#### WHAT IS EXPECTED
Scan the listing that follows and report how many lines contain "Tsuruoka". Write the number alone.

#### MATERIAL SUPPLIED
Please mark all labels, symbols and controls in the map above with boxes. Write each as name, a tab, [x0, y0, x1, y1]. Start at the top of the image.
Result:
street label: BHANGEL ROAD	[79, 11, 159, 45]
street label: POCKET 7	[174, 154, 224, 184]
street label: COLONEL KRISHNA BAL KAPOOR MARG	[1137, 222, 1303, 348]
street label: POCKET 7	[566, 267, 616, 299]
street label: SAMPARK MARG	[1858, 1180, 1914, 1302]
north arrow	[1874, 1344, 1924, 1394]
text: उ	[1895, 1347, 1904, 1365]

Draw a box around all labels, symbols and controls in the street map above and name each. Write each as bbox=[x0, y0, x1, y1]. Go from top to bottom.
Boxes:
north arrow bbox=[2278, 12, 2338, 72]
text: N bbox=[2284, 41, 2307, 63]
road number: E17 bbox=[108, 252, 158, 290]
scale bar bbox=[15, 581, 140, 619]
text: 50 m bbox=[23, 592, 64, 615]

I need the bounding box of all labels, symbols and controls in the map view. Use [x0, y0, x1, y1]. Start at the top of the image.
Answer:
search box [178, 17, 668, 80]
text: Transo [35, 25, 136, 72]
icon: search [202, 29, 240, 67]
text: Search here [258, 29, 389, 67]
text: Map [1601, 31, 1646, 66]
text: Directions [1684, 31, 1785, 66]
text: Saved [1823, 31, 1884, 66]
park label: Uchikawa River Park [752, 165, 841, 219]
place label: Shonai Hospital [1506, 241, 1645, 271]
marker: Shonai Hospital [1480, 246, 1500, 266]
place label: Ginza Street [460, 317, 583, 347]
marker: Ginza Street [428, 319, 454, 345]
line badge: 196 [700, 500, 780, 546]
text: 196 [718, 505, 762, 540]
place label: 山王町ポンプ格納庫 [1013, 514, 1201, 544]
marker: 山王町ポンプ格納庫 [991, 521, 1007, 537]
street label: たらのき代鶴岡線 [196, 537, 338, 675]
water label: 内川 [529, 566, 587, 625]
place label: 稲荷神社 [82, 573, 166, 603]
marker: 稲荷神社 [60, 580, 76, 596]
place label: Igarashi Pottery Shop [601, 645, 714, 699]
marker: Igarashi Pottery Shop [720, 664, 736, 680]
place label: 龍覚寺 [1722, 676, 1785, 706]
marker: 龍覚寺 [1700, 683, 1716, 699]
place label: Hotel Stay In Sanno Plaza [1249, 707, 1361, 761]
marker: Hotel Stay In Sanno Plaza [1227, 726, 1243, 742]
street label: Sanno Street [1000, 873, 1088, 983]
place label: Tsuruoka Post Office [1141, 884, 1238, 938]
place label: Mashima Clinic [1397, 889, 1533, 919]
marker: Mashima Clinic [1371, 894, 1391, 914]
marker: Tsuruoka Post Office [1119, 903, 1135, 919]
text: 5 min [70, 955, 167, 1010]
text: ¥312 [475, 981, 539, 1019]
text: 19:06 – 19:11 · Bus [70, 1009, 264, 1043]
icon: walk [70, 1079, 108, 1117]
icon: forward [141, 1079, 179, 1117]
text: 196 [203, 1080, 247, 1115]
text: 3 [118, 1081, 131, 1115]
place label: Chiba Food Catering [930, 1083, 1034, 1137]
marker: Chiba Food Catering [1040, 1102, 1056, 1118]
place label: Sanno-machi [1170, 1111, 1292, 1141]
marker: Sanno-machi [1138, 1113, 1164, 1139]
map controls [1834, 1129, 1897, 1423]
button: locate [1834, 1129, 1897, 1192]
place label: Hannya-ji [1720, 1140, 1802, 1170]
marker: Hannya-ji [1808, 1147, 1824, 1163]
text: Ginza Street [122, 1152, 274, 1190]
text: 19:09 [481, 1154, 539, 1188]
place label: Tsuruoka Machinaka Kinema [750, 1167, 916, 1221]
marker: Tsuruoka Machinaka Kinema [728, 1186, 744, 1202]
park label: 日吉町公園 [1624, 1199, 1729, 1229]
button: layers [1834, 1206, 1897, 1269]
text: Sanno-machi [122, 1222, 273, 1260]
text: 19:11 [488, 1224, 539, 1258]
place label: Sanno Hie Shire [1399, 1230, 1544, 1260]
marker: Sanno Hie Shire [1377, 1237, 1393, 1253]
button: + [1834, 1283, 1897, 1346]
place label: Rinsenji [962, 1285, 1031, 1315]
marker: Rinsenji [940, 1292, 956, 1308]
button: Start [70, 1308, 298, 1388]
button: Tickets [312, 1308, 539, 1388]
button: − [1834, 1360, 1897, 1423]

#### RESPONSE
4